Truly, I say to you, whatever you bind on earth shall be bound in heaven, and whatever you loose on earth shall be loosed in heaven. (Mat 18:18)

So we have this phraseology again. Here it has to do with the disciplinary action of this sinning brother as the context shows us in Matt 18:15-17. The brother is forced to repent after going through the correct preliminary procedures by the church binding him, and if he is repentant the church is to loose him again. This practice of excommunication happens in churches today. However, God would not consider a person excommunicated just because they were excommunicated by the church. That power has not been given to the individual in that way. Neither will God reinstate the non-repentant believer just because the church has decided to reinstate him.

If you forgive the sins of any, they are forgiven them; if you withhold forgiveness from any, it is withheld.” (Joh 20:23)

This speaks of remitting and retaining instead of the binding and the loosing, but we see that forgiveness of sins is a prerogative of which man has no part and there are plenty of other verses that show this principle too.

If you, O LORD, should mark iniquities, O Lord, who could stand? But with you there is forgiveness, that you may be feared. (Psa 130:3-4)

It is not man’s prerogative to forgive or condemn, it is the prerogative of the divine. Jesus was given the authority to pronounce forgiven those who had already been forgiven by the Father in heaven because of their faith in Christ and their repentance, and to retain the sins of those the Father had retained because of unbelief and lack of repentance. It was pronouncing a divine initiative that had already been settled previously.

So to summarise…

There is no Biblical evidence to any of the claims that Peter was the first Pope.

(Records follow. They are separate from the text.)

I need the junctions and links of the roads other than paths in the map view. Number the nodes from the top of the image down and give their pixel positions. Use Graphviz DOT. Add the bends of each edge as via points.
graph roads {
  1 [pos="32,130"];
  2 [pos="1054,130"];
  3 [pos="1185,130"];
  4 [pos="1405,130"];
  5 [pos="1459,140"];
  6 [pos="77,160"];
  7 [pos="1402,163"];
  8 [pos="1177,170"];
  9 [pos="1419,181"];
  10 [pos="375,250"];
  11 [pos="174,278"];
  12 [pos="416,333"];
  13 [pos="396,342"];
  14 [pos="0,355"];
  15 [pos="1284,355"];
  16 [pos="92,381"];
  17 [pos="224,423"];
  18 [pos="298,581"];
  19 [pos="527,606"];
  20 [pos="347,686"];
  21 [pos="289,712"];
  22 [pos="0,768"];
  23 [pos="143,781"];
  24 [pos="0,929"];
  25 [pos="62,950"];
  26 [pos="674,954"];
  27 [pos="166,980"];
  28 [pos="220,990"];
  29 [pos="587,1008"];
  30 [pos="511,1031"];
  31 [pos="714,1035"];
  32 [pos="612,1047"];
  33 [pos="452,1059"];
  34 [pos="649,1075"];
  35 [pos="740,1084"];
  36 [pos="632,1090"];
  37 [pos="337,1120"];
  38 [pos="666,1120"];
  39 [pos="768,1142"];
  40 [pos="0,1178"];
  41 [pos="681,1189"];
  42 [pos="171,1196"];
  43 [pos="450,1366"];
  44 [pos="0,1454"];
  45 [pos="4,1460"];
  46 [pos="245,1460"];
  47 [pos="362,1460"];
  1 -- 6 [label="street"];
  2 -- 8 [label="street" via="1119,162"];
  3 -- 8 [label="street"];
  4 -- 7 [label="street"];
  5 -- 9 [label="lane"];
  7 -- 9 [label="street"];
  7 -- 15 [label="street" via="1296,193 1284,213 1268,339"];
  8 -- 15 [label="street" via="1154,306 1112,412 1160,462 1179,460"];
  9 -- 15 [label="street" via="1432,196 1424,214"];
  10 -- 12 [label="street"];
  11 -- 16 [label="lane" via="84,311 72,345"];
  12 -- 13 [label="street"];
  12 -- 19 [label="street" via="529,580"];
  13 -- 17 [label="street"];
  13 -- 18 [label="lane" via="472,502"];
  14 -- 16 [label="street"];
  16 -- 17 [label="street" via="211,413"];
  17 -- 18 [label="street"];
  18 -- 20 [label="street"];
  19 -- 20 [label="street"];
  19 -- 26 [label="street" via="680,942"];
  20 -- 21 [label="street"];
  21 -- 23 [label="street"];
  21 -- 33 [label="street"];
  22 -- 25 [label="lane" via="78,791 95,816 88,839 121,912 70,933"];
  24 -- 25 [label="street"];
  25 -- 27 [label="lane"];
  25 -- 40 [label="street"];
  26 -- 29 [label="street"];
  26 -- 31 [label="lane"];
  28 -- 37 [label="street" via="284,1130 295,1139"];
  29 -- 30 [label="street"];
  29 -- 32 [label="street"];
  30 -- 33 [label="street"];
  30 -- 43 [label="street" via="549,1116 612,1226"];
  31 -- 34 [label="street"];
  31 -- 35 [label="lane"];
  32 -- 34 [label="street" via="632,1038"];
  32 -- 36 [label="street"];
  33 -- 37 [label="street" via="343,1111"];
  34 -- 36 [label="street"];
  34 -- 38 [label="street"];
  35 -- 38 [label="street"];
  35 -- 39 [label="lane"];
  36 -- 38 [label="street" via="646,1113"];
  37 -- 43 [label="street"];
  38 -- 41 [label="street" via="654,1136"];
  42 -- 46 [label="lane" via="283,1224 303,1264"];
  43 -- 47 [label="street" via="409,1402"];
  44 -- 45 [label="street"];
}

The Church was to be built upon the foundation of Christ, not Peter.

The key is the knowledge of salvation and was not unique to Peter as others shared it as well.

The knowledge of salvation is the key which opens the door of faith.

The two keys represent the preaching, first to the Jews and secondly to the Gentiles.

We hope that you have been encouraged to look deeper into this subject for yourself. What we have spoken of offers great hope to the Jews and the Gentiles, a great hope of salvation. It is a saving truth for all those willing to learn of God’s plan and purpose for this earth and mankind.